Alumni celebrate 165 years of UW excellence with Founders’ Day
February 5, 1849: Twenty young men gather in a small brick building near the State Capitol for the University of Wisconsin’s inaugural class.
For $20 per year, they learned arithmetic, grammar, geography and Latin. While only a quarter of these students ever graduated, they laid the groundwork for an institution that’s treasured worldwide today.
This spring, thousands of University of Wisconsin–Madison alumni will come together in nearly 70 cities across the country at Founders’ Day gatherings hosted by the Wisconsin Alumni Association. Through learning from faculty speakers and camaraderie with fellow alumni, they’ll celebrate the past, present and future of academic excellence at their alma mater.

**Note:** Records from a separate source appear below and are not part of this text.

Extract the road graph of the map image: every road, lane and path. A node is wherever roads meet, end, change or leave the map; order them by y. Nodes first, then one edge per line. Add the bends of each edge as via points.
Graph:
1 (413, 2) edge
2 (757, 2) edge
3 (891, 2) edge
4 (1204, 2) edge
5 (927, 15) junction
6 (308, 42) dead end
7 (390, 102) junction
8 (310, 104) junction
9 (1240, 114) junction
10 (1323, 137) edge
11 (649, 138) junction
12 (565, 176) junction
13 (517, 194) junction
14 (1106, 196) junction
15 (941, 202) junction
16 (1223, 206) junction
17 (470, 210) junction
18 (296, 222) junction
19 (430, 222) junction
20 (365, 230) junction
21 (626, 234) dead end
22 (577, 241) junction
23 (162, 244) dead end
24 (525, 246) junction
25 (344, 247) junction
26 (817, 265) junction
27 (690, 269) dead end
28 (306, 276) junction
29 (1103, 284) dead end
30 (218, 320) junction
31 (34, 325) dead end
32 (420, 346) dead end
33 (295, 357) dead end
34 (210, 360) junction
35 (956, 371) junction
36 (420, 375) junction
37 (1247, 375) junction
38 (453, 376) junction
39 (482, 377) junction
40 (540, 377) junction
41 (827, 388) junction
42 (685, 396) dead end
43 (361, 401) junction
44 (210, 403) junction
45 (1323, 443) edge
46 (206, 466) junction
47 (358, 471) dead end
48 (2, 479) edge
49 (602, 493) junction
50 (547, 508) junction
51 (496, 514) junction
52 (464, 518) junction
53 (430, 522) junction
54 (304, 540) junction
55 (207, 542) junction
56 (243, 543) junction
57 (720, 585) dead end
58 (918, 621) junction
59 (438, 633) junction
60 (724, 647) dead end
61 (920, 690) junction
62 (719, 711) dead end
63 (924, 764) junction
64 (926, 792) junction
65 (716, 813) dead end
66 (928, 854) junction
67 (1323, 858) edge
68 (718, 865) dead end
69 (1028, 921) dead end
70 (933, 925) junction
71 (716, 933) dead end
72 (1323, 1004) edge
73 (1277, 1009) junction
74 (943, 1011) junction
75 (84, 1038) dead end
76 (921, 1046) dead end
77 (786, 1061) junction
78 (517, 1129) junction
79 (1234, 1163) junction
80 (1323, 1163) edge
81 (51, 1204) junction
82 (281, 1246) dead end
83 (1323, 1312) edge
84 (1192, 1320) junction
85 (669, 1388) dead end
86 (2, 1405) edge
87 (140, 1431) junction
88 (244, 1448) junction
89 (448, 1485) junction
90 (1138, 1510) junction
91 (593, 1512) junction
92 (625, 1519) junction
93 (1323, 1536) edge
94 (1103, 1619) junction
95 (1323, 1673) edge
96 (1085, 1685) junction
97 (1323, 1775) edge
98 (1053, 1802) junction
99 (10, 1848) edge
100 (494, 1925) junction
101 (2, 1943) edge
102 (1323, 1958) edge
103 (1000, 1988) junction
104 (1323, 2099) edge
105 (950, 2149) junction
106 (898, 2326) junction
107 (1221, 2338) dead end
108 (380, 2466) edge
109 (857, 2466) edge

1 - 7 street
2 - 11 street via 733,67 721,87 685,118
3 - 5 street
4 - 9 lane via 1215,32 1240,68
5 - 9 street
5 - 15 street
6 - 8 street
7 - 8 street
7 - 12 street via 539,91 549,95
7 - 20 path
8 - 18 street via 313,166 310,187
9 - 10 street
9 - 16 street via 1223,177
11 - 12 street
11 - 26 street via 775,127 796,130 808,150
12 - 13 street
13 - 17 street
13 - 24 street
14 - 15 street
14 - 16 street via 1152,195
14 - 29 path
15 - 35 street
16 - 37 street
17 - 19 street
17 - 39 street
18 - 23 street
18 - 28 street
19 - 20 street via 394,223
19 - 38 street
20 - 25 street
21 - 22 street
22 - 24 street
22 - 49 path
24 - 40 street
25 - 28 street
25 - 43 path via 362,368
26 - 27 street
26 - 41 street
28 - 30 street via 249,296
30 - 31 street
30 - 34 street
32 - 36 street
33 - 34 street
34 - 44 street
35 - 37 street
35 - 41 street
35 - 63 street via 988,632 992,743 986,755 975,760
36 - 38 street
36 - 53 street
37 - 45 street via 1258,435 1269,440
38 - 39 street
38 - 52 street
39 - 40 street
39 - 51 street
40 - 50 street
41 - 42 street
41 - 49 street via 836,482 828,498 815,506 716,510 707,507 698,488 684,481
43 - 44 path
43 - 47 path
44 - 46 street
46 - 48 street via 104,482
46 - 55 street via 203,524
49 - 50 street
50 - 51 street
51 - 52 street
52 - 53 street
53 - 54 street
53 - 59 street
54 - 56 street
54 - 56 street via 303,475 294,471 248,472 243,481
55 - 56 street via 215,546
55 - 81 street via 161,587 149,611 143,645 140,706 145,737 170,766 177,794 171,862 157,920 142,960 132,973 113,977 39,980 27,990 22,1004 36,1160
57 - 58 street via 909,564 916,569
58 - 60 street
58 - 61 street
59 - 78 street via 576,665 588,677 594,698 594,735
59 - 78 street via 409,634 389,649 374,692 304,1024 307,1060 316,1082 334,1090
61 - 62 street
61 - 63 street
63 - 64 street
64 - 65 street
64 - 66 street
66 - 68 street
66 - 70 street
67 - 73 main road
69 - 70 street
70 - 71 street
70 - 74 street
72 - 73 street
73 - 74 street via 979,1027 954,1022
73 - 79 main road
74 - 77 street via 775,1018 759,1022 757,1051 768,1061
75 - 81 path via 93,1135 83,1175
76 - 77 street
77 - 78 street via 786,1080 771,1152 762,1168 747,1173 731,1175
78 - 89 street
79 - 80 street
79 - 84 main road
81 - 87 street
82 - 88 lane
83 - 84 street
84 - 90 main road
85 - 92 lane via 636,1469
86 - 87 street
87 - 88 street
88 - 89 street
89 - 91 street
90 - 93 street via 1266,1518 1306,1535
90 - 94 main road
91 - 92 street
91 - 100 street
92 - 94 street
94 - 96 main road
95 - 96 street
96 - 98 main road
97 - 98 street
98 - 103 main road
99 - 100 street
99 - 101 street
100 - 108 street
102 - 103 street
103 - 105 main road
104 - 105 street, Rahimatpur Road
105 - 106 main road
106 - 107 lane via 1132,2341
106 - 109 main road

Alumni and the university community can share their pride using #UW1849 or at the Founders’ Day web page, which also includes a full schedule of chapter events.
“Taking faculty speakers off campus and into communities to share their expertise with alumni is an important part of the Founders’ Day tradition,” says Mike Fahey, a 1989 UW–Madison graduate and WAA’s managing director of campus and constituent relations.
On Feb. 20, UW alumni in Sarasota, Fla., will hold the first of dozens of events to be hosted this year by WAA chapters. Professor Uli Schamiloglu of UW–Madison’s Department of Languages and Cultures of Asia will serve as faculty speaker.
As the celebrations continue this spring, alumni in Arizona will hear from Dean Sommer, cheese and food technologist with the UW Center for Dairy Research who received his master’s degree here in 1981; Morgridge Institute for Research CEO Brad Schwartz will visit alumni in Eau Claire, Wis.; and Department of Chemistry Professor Bassam Shakhashiri will wow crowds in St. Louis.
“Taking faculty speakers off campus and into communities to share their expertise with alumni is an important part of the Founders’ Day tradition.”
Mike Fahey
Top university officials, including Chancellor Rebecca Blank, Dean of Students Lori Berquam, and College of Letters & Science Dean John Karl Scholz, will also travel through Wisconsin and the United States to share what’s new on campus and discuss their vision for the future of the university.
The tradition began in the early 1900s, when alumni chapters began holding Founders’ Day celebrations. In 1919, student leaders organized a campus event in what is known today as the Red Gym. In 1924, WAA took over hosting duties with a campus celebration that packed more than 6,000 people into the Stock Pavilion for music, cake and fireworks.
Founders’ Day celebrations are presented by WAA alumni chapters, in partnership with the Wisconsin Alumni Association, UW–Madison and the UW Foundation.